*Goal of the exercise*: Set the material down again exactly, line by line, skipping each picture.

***** Source information

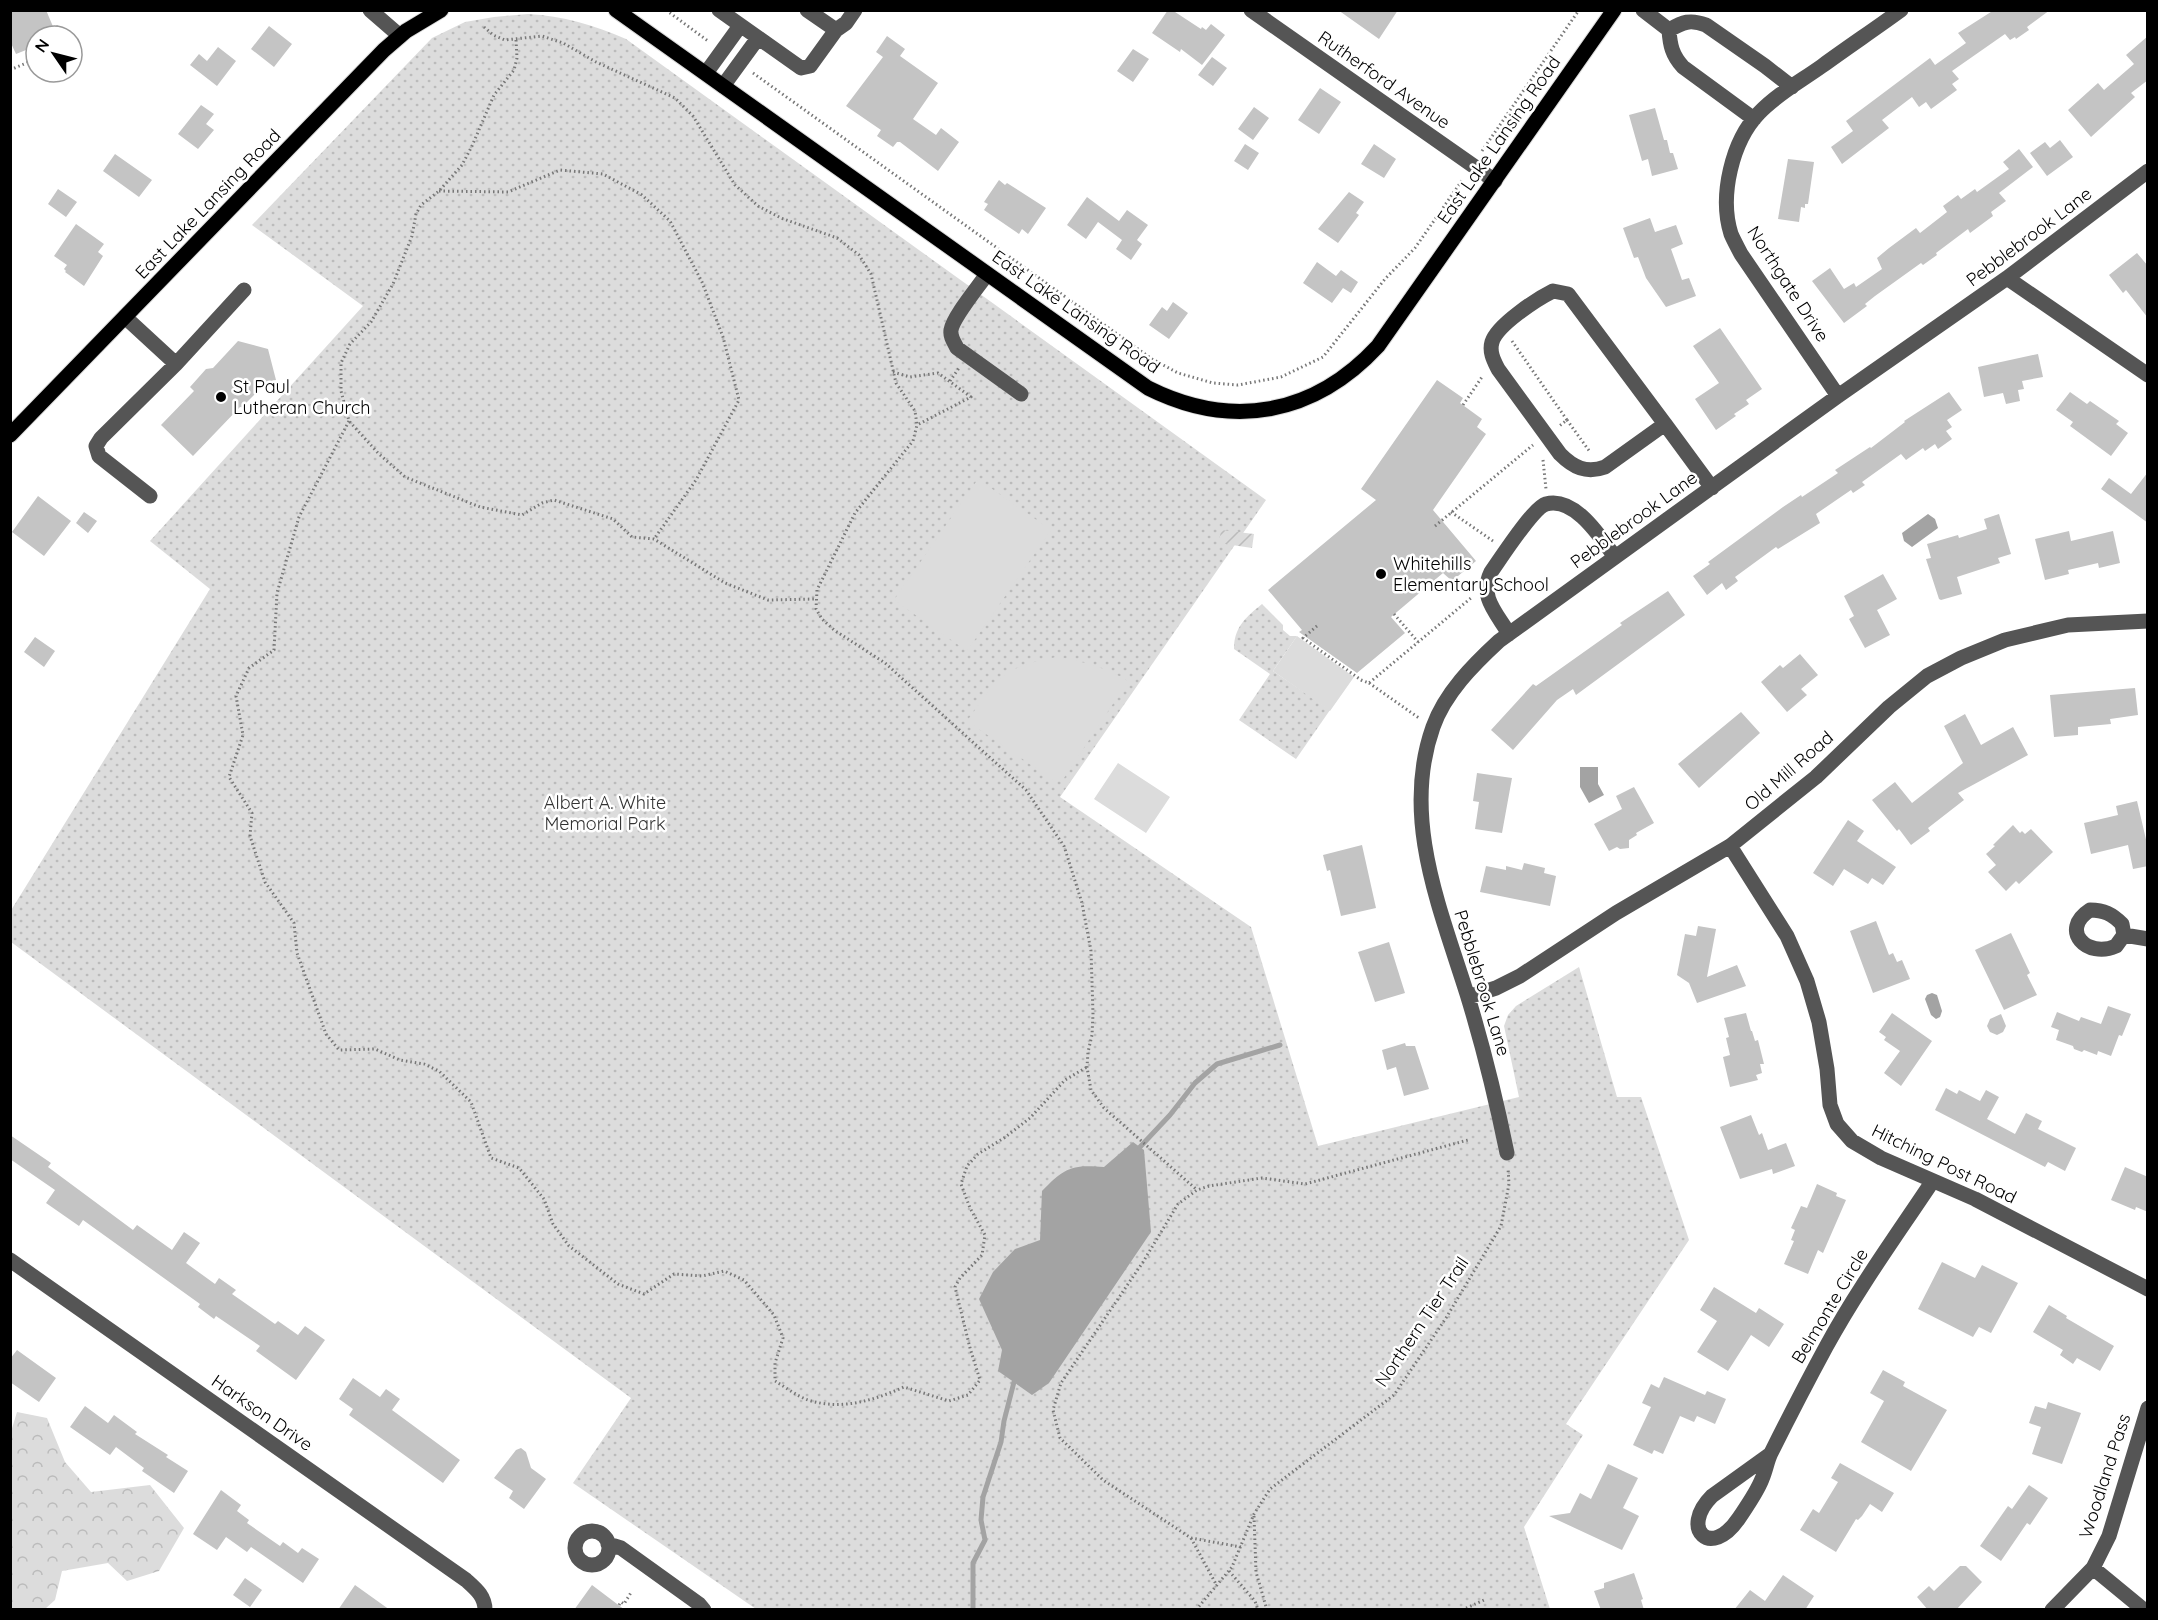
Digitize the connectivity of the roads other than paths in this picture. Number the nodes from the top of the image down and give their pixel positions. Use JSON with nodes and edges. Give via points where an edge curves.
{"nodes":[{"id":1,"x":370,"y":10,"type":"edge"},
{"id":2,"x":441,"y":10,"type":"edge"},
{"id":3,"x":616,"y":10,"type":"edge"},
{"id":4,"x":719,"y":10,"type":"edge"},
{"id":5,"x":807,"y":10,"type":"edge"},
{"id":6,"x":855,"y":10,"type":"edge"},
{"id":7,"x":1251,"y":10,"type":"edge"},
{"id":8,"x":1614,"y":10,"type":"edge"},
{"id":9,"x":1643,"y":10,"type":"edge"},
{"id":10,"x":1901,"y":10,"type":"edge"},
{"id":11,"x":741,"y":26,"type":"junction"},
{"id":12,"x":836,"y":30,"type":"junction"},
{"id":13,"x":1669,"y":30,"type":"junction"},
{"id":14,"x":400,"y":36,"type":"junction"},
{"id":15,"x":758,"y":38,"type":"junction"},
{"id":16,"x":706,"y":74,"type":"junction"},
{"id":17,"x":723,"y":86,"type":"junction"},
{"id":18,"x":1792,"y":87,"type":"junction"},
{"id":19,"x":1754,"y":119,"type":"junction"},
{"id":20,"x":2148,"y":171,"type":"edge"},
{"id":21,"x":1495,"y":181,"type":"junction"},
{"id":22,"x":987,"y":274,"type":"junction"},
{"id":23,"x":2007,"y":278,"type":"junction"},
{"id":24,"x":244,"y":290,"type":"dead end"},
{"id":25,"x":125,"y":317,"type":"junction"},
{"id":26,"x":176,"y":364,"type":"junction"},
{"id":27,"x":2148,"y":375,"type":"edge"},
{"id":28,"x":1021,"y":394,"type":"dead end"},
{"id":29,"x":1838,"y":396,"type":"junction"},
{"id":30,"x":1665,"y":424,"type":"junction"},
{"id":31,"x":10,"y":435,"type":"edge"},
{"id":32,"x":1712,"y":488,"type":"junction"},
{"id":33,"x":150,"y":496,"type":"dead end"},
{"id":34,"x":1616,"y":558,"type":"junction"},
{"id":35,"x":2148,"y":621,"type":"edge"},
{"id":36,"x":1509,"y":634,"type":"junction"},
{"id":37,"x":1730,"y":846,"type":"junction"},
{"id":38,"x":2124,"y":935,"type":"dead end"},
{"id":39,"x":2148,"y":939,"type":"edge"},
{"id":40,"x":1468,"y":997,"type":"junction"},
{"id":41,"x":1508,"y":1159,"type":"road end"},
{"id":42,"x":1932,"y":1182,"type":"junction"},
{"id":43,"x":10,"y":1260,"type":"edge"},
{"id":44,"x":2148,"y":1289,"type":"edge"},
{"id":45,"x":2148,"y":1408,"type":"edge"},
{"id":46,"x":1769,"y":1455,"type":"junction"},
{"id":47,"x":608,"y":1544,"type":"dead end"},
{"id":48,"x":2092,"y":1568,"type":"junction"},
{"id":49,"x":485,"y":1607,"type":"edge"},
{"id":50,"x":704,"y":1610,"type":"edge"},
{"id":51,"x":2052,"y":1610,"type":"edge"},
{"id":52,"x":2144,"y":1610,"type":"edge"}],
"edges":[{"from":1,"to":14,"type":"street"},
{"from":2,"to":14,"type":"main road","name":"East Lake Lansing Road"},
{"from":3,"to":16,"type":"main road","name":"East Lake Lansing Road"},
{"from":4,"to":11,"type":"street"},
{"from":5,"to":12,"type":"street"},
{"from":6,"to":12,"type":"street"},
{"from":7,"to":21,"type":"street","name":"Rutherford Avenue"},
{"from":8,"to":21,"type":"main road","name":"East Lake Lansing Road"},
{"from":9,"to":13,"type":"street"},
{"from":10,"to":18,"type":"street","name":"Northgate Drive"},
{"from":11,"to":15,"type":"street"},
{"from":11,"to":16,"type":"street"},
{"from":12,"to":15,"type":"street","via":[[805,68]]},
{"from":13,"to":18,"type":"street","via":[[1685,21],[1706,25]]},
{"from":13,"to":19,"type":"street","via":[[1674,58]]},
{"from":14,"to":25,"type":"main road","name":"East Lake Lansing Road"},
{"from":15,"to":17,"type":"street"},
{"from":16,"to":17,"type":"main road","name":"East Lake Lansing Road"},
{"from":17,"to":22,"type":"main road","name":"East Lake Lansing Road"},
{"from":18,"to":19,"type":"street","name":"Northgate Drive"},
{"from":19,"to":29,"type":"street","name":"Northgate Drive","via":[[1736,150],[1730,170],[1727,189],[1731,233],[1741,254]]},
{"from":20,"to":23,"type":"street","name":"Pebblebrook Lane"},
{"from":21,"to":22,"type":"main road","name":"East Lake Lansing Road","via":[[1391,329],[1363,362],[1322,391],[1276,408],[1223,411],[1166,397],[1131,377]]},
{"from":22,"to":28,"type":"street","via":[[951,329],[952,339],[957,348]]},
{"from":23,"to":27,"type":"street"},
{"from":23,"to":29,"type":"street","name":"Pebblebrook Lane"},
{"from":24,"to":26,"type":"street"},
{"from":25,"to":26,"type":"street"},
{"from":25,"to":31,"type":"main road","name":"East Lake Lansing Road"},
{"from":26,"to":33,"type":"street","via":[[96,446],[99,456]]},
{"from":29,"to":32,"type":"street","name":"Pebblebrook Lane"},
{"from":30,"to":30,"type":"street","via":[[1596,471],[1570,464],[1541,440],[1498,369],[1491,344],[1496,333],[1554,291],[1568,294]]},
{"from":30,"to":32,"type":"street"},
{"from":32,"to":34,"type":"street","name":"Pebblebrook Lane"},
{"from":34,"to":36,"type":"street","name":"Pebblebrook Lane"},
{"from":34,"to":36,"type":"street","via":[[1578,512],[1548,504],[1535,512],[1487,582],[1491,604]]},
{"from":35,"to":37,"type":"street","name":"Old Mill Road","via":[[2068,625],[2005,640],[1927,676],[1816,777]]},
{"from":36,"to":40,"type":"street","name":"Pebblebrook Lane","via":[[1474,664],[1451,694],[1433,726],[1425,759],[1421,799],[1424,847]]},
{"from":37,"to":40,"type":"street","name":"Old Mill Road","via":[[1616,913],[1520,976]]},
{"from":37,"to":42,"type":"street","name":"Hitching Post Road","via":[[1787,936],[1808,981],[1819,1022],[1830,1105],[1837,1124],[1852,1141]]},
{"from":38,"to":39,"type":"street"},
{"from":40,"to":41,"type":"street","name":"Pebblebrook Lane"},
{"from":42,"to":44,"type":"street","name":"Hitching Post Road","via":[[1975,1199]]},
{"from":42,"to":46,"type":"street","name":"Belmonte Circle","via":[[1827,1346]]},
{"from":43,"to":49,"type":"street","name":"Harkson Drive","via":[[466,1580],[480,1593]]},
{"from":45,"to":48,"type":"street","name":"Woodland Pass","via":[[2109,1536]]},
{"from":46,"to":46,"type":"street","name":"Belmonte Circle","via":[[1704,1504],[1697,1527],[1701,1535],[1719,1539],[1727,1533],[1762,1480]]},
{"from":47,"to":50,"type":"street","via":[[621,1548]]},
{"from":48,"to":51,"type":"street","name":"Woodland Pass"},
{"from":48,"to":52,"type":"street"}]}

**********

*Output of the exercise*:
Digitize the connectivity of the roads other than paths in this picture. Number the nodes from the top of the image down and give their pixel positions. Use JSON with nodes and edges. Give via points where an edge curves.
{"nodes":[{"id":1,"x":370,"y":10,"type":"edge"},
{"id":2,"x":441,"y":10,"type":"edge"},
{"id":3,"x":616,"y":10,"type":"edge"},
{"id":4,"x":719,"y":10,"type":"edge"},
{"id":5,"x":807,"y":10,"type":"edge"},
{"id":6,"x":855,"y":10,"type":"edge"},
{"id":7,"x":1251,"y":10,"type":"edge"},
{"id":8,"x":1614,"y":10,"type":"edge"},
{"id":9,"x":1643,"y":10,"type":"edge"},
{"id":10,"x":1901,"y":10,"type":"edge"},
{"id":11,"x":741,"y":26,"type":"junction"},
{"id":12,"x":836,"y":30,"type":"junction"},
{"id":13,"x":1669,"y":30,"type":"junction"},
{"id":14,"x":400,"y":36,"type":"junction"},
{"id":15,"x":758,"y":38,"type":"junction"},
{"id":16,"x":706,"y":74,"type":"junction"},
{"id":17,"x":723,"y":86,"type":"junction"},
{"id":18,"x":1792,"y":87,"type":"junction"},
{"id":19,"x":1754,"y":119,"type":"junction"},
{"id":20,"x":2148,"y":171,"type":"edge"},
{"id":21,"x":1495,"y":181,"type":"junction"},
{"id":22,"x":987,"y":274,"type":"junction"},
{"id":23,"x":2007,"y":278,"type":"junction"},
{"id":24,"x":244,"y":290,"type":"dead end"},
{"id":25,"x":125,"y":317,"type":"junction"},
{"id":26,"x":176,"y":364,"type":"junction"},
{"id":27,"x":2148,"y":375,"type":"edge"},
{"id":28,"x":1021,"y":394,"type":"dead end"},
{"id":29,"x":1838,"y":396,"type":"junction"},
{"id":30,"x":1665,"y":424,"type":"junction"},
{"id":31,"x":10,"y":435,"type":"edge"},
{"id":32,"x":1712,"y":488,"type":"junction"},
{"id":33,"x":150,"y":496,"type":"dead end"},
{"id":34,"x":1616,"y":558,"type":"junction"},
{"id":35,"x":2148,"y":621,"type":"edge"},
{"id":36,"x":1509,"y":634,"type":"junction"},
{"id":37,"x":1730,"y":846,"type":"junction"},
{"id":38,"x":2124,"y":935,"type":"dead end"},
{"id":39,"x":2148,"y":939,"type":"edge"},
{"id":40,"x":1468,"y":997,"type":"junction"},
{"id":41,"x":1508,"y":1159,"type":"road end"},
{"id":42,"x":1932,"y":1182,"type":"junction"},
{"id":43,"x":10,"y":1260,"type":"edge"},
{"id":44,"x":2148,"y":1289,"type":"edge"},
{"id":45,"x":2148,"y":1408,"type":"edge"},
{"id":46,"x":1769,"y":1455,"type":"junction"},
{"id":47,"x":608,"y":1544,"type":"dead end"},
{"id":48,"x":2092,"y":1568,"type":"junction"},
{"id":49,"x":485,"y":1607,"type":"edge"},
{"id":50,"x":704,"y":1610,"type":"edge"},
{"id":51,"x":2052,"y":1610,"type":"edge"},
{"id":52,"x":2144,"y":1610,"type":"edge"}],
"edges":[{"from":1,"to":14,"type":"street"},
{"from":2,"to":14,"type":"main road","name":"East Lake Lansing Road"},
{"from":3,"to":16,"type":"main road","name":"East Lake Lansing Road"},
{"from":4,"to":11,"type":"street"},
{"from":5,"to":12,"type":"street"},
{"from":6,"to":12,"type":"street"},
{"from":7,"to":21,"type":"street","name":"Rutherford Avenue"},
{"from":8,"to":21,"type":"main road","name":"East Lake Lansing Road"},
{"from":9,"to":13,"type":"street"},
{"from":10,"to":18,"type":"street","name":"Northgate Drive"},
{"from":11,"to":15,"type":"street"},
{"from":11,"to":16,"type":"street"},
{"from":12,"to":15,"type":"street","via":[[805,68]]},
{"from":13,"to":18,"type":"street","via":[[1685,21],[1706,25]]},
{"from":13,"to":19,"type":"street","via":[[1674,58]]},
{"from":14,"to":25,"type":"main road","name":"East Lake Lansing Road"},
{"from":15,"to":17,"type":"street"},
{"from":16,"to":17,"type":"main road","name":"East Lake Lansing Road"},
{"from":17,"to":22,"type":"main road","name":"East Lake Lansing Road"},
{"from":18,"to":19,"type":"street","name":"Northgate Drive"},
{"from":19,"to":29,"type":"street","name":"Northgate Drive","via":[[1736,150],[1730,170],[1727,189],[1731,233],[1741,254]]},
{"from":20,"to":23,"type":"street","name":"Pebblebrook Lane"},
{"from":21,"to":22,"type":"main road","name":"East Lake Lansing Road","via":[[1391,329],[1363,362],[1322,391],[1276,408],[1223,411],[1166,397],[1131,377]]},
{"from":22,"to":28,"type":"street","via":[[951,329],[952,339],[957,348]]},
{"from":23,"to":27,"type":"street"},
{"from":23,"to":29,"type":"street","name":"Pebblebrook Lane"},
{"from":24,"to":26,"type":"street"},
{"from":25,"to":26,"type":"street"},
{"from":25,"to":31,"type":"main road","name":"East Lake Lansing Road"},
{"from":26,"to":33,"type":"street","via":[[96,446],[99,456]]},
{"from":29,"to":32,"type":"street","name":"Pebblebrook Lane"},
{"from":30,"to":30,"type":"street","via":[[1596,471],[1570,464],[1541,440],[1498,369],[1491,344],[1496,333],[1554,291],[1568,294]]},
{"from":30,"to":32,"type":"street"},
{"from":32,"to":34,"type":"street","name":"Pebblebrook Lane"},
{"from":34,"to":36,"type":"street","name":"Pebblebrook Lane"},
{"from":34,"to":36,"type":"street","via":[[1578,512],[1548,504],[1535,512],[1487,582],[1491,604]]},
{"from":35,"to":37,"type":"street","name":"Old Mill Road","via":[[2068,625],[2005,640],[1927,676],[1816,777]]},
{"from":36,"to":40,"type":"street","name":"Pebblebrook Lane","via":[[1474,664],[1451,694],[1433,726],[1425,759],[1421,799],[1424,847]]},
{"from":37,"to":40,"type":"street","name":"Old Mill Road","via":[[1616,913],[1520,976]]},
{"from":37,"to":42,"type":"street","name":"Hitching Post Road","via":[[1787,936],[1808,981],[1819,1022],[1830,1105],[1837,1124],[1852,1141]]},
{"from":38,"to":39,"type":"street"},
{"from":40,"to":41,"type":"street","name":"Pebblebrook Lane"},
{"from":42,"to":44,"type":"street","name":"Hitching Post Road","via":[[1975,1199]]},
{"from":42,"to":46,"type":"street","name":"Belmonte Circle","via":[[1827,1346]]},
{"from":43,"to":49,"type":"street","name":"Harkson Drive","via":[[466,1580],[480,1593]]},
{"from":45,"to":48,"type":"street","name":"Woodland Pass","via":[[2109,1536]]},
{"from":46,"to":46,"type":"street","name":"Belmonte Circle","via":[[1704,1504],[1697,1527],[1701,1535],[1719,1539],[1727,1533],[1762,1480]]},
{"from":47,"to":50,"type":"street","via":[[621,1548]]},
{"from":48,"to":51,"type":"street","name":"Woodland Pass"},
{"from":48,"to":52,"type":"street"}]}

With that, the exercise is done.